When the float 4 comes to a stop 20, it is locked onto it. In Figure 5, the stop component 20 is shown as being rotatable, which is better than the fixed alternative in terms of the operation of the solution. In this stage, the locking of the float 4 is opened, when a force is created against the stop 20 and, as the force is oriented at an angle to the radial direction, the force creates a rotary movement in the lower wheel 1'. When the movement continues, the float 4 and the stop form a pair, the positions of which are aligned with each other. In the maximum position, the floats rises out of the locking and the locking of the upper float connected by the connecting rod 5 is opened, when the lower float retracts, into which position it is locked.
In the situation shown in Figure 6, there is water outside both wheels 1 and 1' and also possibly inside the lower one. In the manner described above, the float 4 and the piston T are connected to each other in such a way that an external pressure acts between them. When the locking of the float-piston combination is opened, and at the same time the valve 22 is opened, which is located in the channel 21 , which leads from the external space around the wheel 1 to the cylinder 3 which now has a solid bottom, the water begins to flow from outside into the cylinder 3. The water pressure pushes the float in such a way that it moves downwards, at the same time pushing the piston T to the lower position. The air in front of the piston T exhausts from the cylinder 8'. The float 4 is locked into the lower position. At the same time, the float in the twelve o'clock position withdraws inside from the effect of the connecting rod and the water exits from the space between the float and the cylinder along the channel/valve combination described above, after which the valve is closed. As the rotation continues and the cylinder 8' tilts, the float 4 withdraws from the cylinder, which again fills with air. When the float/piston T comes to the mouth of the cylinder 8', the piston T is locked in place and at the same time the locking between the float 4 and the piston T is released. The process continues in the manner described above.
In the manner described above the energy is recovered in a conventional manner. In the same way it is possible to use a guide 6. If it is so desired, the wheels 1 and V need not be opposite each other on the same line. All in all, the operation is either intermittent or continuous.
The device according to the invention is intended specifically to produce energy. In a known manner, the energy can be recovered from the movement is many different ways, such as by using a pump, by using various rotating systems, etc.

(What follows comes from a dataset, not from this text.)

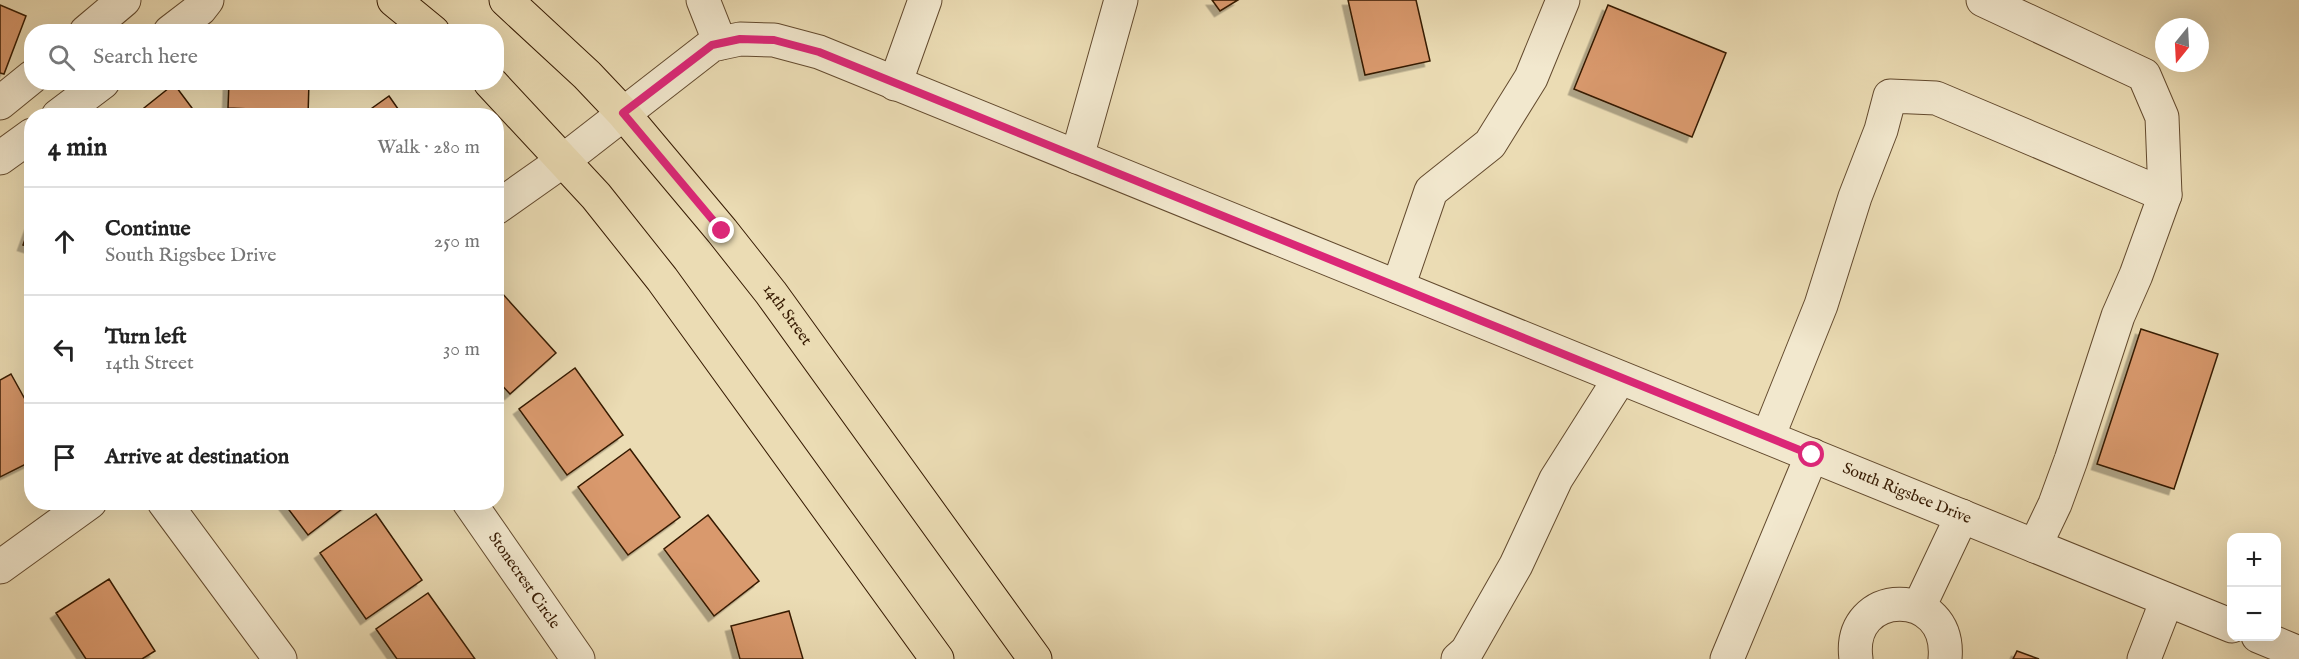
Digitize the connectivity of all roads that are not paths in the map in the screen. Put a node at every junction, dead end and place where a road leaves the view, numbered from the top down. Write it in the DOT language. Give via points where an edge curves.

It is obvious that only certain operating principles are described above, and not the more detailed construction of the apparatus. Many variations are possible, while for example neither the shape nor the number of the weights, pistons, or other components is of significance from the point of view of the totality. It is also obvious that even though a limited number of pairs of units are shown above for reasons of clarity, in practice there can be an unlimited of pairs of units.
The apparatus according to the invention can also be adapted in such a way that additional weights, floats, or other additional devices can be added to it, by means of which its overall economy can be improved. It is also certainly sensible to control the entire system with the aid of a computer. Because it will be necessary in certain conditions in the device to move the pistons/weights with the aid of external energy, it must be equipped with suitable means, but these are not described here due to their conventional nature.
If it is wished, the water space of the vessel according to the invention can be partitioned as desired. Other variations too, which are not referred to separately, are also possible, while remaining within the basic idea and the protective scope of the accompanying Claims. For example, the floats 4 need not be connected to each other by a rod 5, instead each float can be guided suitably individually, the movement being, however, essentially similar to those described above. The radial position of the cylinders/floats can differ from that shown in the figures.